Failure to Follow Hand Hygiene and Aseptic Technique During Wound Care
Penalty
Summary
The deficiency involves the facility’s failure to follow proper infection prevention and control practices during wound care for a resident. During an observed wound care procedure, an LPN did not perform hand hygiene before opening the treatment cart, touching wound care supplies, or bringing those supplies and the physician’s wound care order into the resident’s room. The LPN placed wound care supplies and wound care scissors on the resident’s bedside table without sanitizing the table surface or the scissors.
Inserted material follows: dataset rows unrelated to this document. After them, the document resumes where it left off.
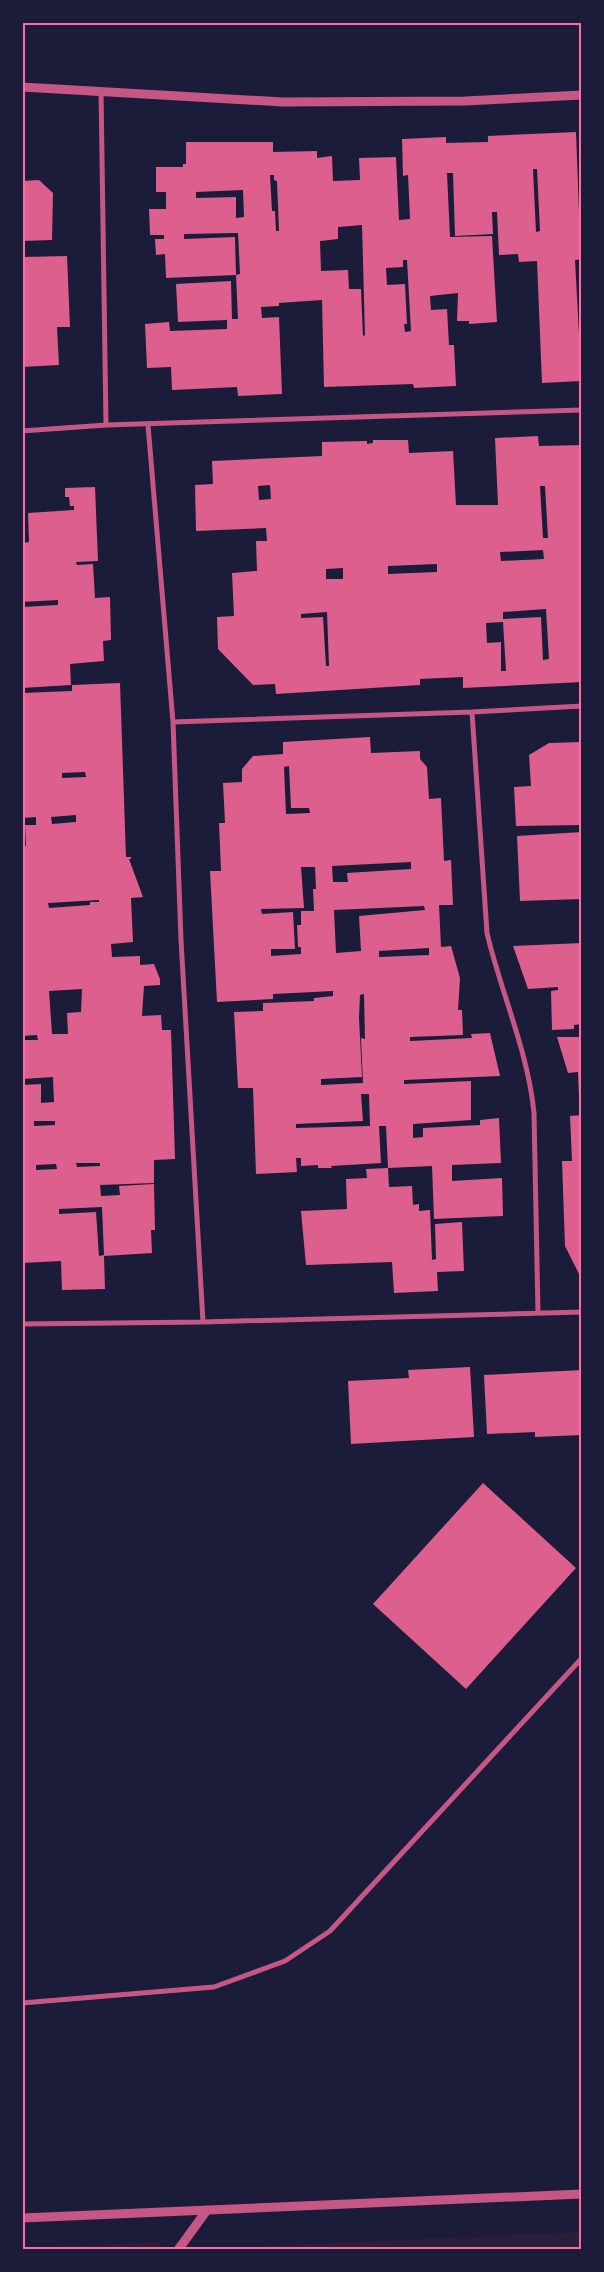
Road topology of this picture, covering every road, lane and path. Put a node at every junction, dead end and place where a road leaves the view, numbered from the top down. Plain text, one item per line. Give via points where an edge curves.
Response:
1 (22, 87) edge
2 (101, 91) junction
3 (582, 94) edge
4 (582, 410) edge
5 (148, 425) junction
6 (106, 426) junction
7 (22, 431) edge
8 (582, 706) edge
9 (472, 712) junction
10 (173, 722) junction
11 (582, 1312) edge
12 (538, 1313) junction
13 (203, 1322) junction
14 (22, 1324) edge
15 (582, 1658) edge
16 (22, 2003) edge
17 (582, 2194) edge
18 (207, 2210) junction
19 (22, 2218) edge
20 (178, 2250) edge

1 - 2 street
2 - 3 street via 283,102 464,101
2 - 6 street
4 - 5 street
5 - 6 street
5 - 10 street
6 - 7 street
8 - 9 street
9 - 10 street
9 - 12 street via 487,932 494,965 531,1082
10 - 13 street via 181,940
11 - 12 street
12 - 13 street
13 - 14 street
15 - 16 street via 330,1931 285,1960 214,1987
17 - 18 street
18 - 19 street
18 - 20 street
The LPN then donned gloves without prior hand hygiene and removed the resident’s soiled wound dressing, which had yellow discharge. With the same soiled gloves, the LPN opened a bottle of sterile saline and set it on the unclean bedside table, again without performing hand hygiene. After handling the saline bottle, the LPN removed the soiled gloves but did not perform hand hygiene before reaching into a box of clean gloves and donning a new pair. The LPN then poured saline on gauze to clean the resident’s open wound and picked up the unsanitized scissors from the soiled bedside table to cut antimicrobial dressing material, which was placed directly onto the open wound. The LPN did not sanitize the scissors before using them to prepare the dressing. The LPN continued the wound care by applying ointment, a foam-covered bandage, an ace wrap, and a hard plastic brace, and then used the same unsanitized scissors to cut off Velcro from another ace bandage applied over the brace and the resident’s arm. These actions occurred despite CDC guidance that failure to perform appropriate hand hygiene is a leading cause of health-care-associated infections and spread of multiresistant organisms.